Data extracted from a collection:
_ _ _ _ _ _ _
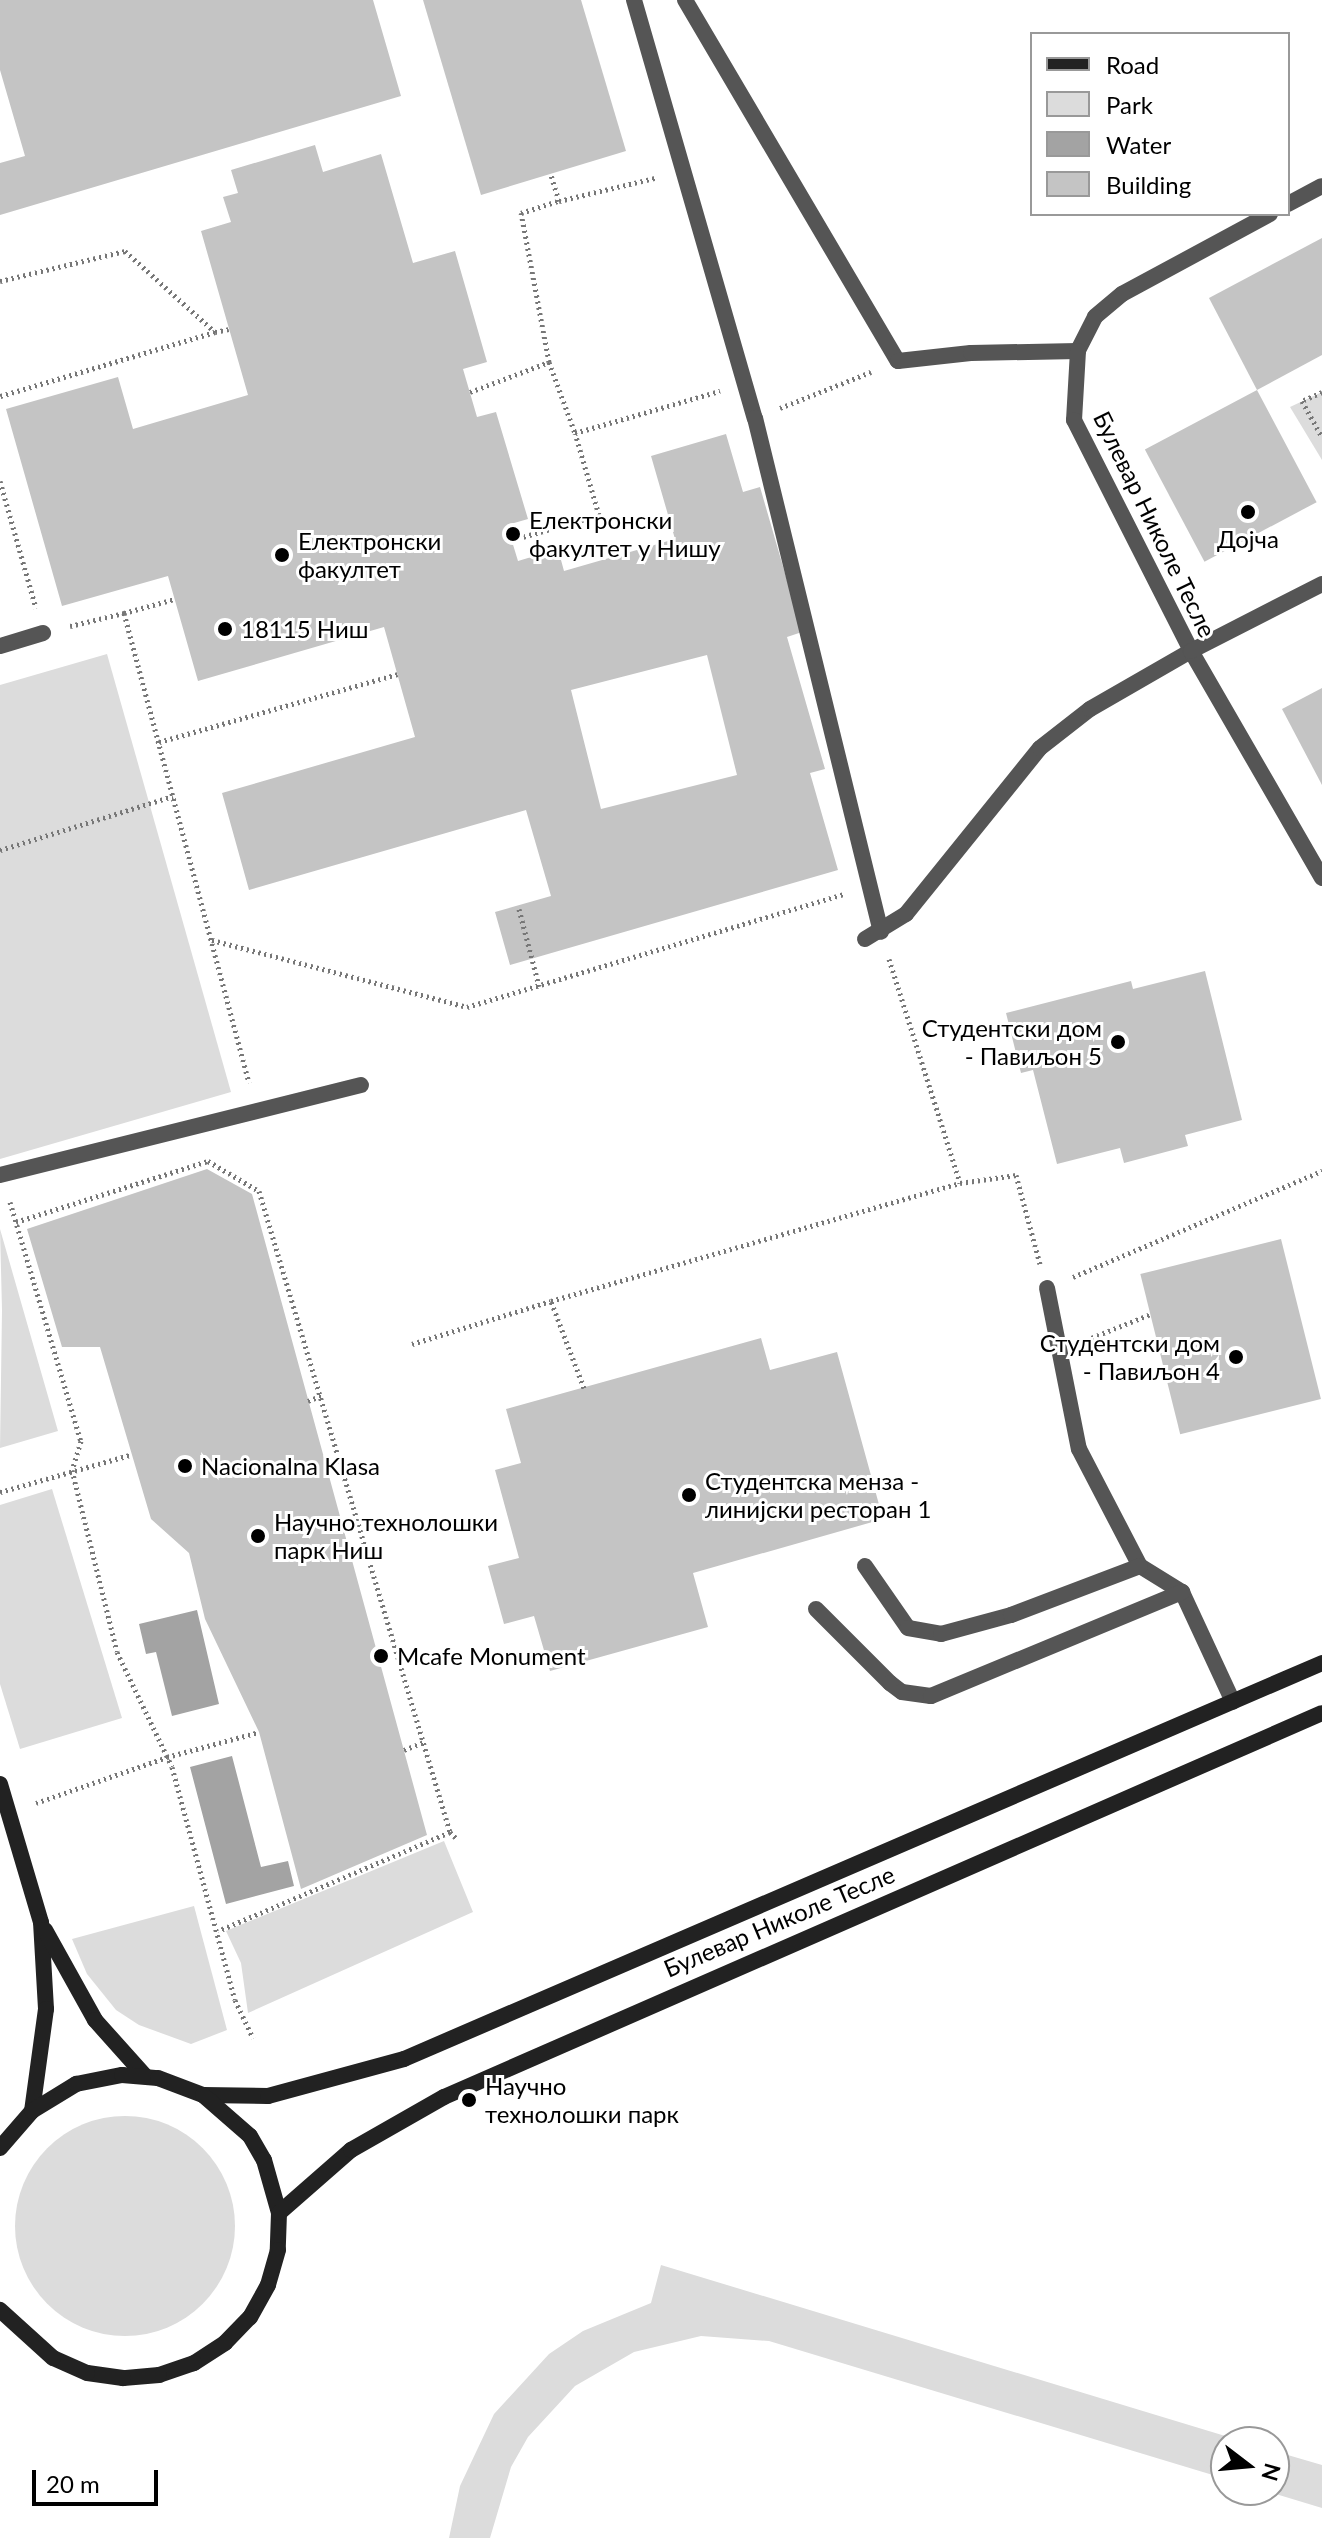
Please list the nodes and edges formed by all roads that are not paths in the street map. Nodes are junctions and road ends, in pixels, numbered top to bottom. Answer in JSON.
{"nodes":[{"id":1,"x":634,"y":0,"type":"edge"},
{"id":2,"x":685,"y":0,"type":"edge"},
{"id":3,"x":1322,"y":186,"type":"edge"},
{"id":4,"x":1290,"y":203,"type":"edge"},
{"id":5,"x":1266,"y":216,"type":"edge"},
{"id":6,"x":1078,"y":351,"type":"junction"},
{"id":7,"x":1322,"y":584,"type":"edge"},
{"id":8,"x":43,"y":633,"type":"road end"},
{"id":9,"x":0,"y":646,"type":"edge"},
{"id":10,"x":1191,"y":651,"type":"junction"},
{"id":11,"x":1322,"y":878,"type":"edge"},
{"id":12,"x":361,"y":1085,"type":"dead end"},
{"id":13,"x":0,"y":1175,"type":"edge"},
{"id":14,"x":1047,"y":1288,"type":"road end"},
{"id":15,"x":865,"y":1566,"type":"dead end"},
{"id":16,"x":1140,"y":1566,"type":"junction"},
{"id":17,"x":1182,"y":1592,"type":"junction"},
{"id":18,"x":816,"y":1609,"type":"dead end"},
{"id":19,"x":1322,"y":1663,"type":"edge"},
{"id":20,"x":1233,"y":1702,"type":"junction"},
{"id":21,"x":1322,"y":1713,"type":"edge"},
{"id":22,"x":0,"y":1784,"type":"edge"},
{"id":23,"x":41,"y":1922,"type":"junction"},
{"id":24,"x":145,"y":2076,"type":"junction"},
{"id":25,"x":203,"y":2095,"type":"junction"},
{"id":26,"x":32,"y":2111,"type":"junction"},
{"id":27,"x":0,"y":2148,"type":"edge"},
{"id":28,"x":279,"y":2213,"type":"junction"},
{"id":29,"x":0,"y":2310,"type":"edge"},
{"id":30,"x":0,"y":2331,"type":"edge"},
{"id":31,"x":26,"y":2338,"type":"junction"}],
"edges":[{"from":1,"to":10,"type":"street"},
{"from":2,"to":6,"type":"street"},
{"from":3,"to":4,"type":"street"},
{"from":5,"to":6,"type":"street","name":"Булевар Николе Тесле"},
{"from":6,"to":10,"type":"street","name":"Булевар Николе Тесле"},
{"from":7,"to":10,"type":"street"},
{"from":8,"to":9,"type":"street"},
{"from":10,"to":11,"type":"street","name":"Булевар Николе Тесле"},
{"from":12,"to":13,"type":"street"},
{"from":14,"to":16,"type":"street"},
{"from":15,"to":16,"type":"street"},
{"from":16,"to":17,"type":"street"},
{"from":17,"to":18,"type":"street"},
{"from":17,"to":20,"type":"street"},
{"from":19,"to":20,"type":"main road","name":"Булевар Николе Тесле"},
{"from":20,"to":25,"type":"main road","name":"Булевар Николе Тесле"},
{"from":21,"to":28,"type":"main road","name":"Булевар Николе Тесле"},
{"from":22,"to":23,"type":"main road"},
{"from":23,"to":24,"type":"main road"},
{"from":23,"to":26,"type":"main road"},
{"from":24,"to":25,"type":"main road"},
{"from":24,"to":26,"type":"main road"},
{"from":25,"to":28,"type":"main road"},
{"from":26,"to":27,"type":"main road"},
{"from":28,"to":31,"type":"main road"},
{"from":29,"to":31,"type":"main road"},
{"from":30,"to":31,"type":"main road"}]}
_ _ _ _ _ _ _
Assignment:
Bring together every line in the entries that holds the string "edges".

Task answer:
Please list the nodes and edges formed by all roads that are not paths in the street map. Nodes are junctions and road ends, in pixels, numbered top to bottom. Answer in JSON.
"edges":[{"from":1,"to":10,"type":"street"},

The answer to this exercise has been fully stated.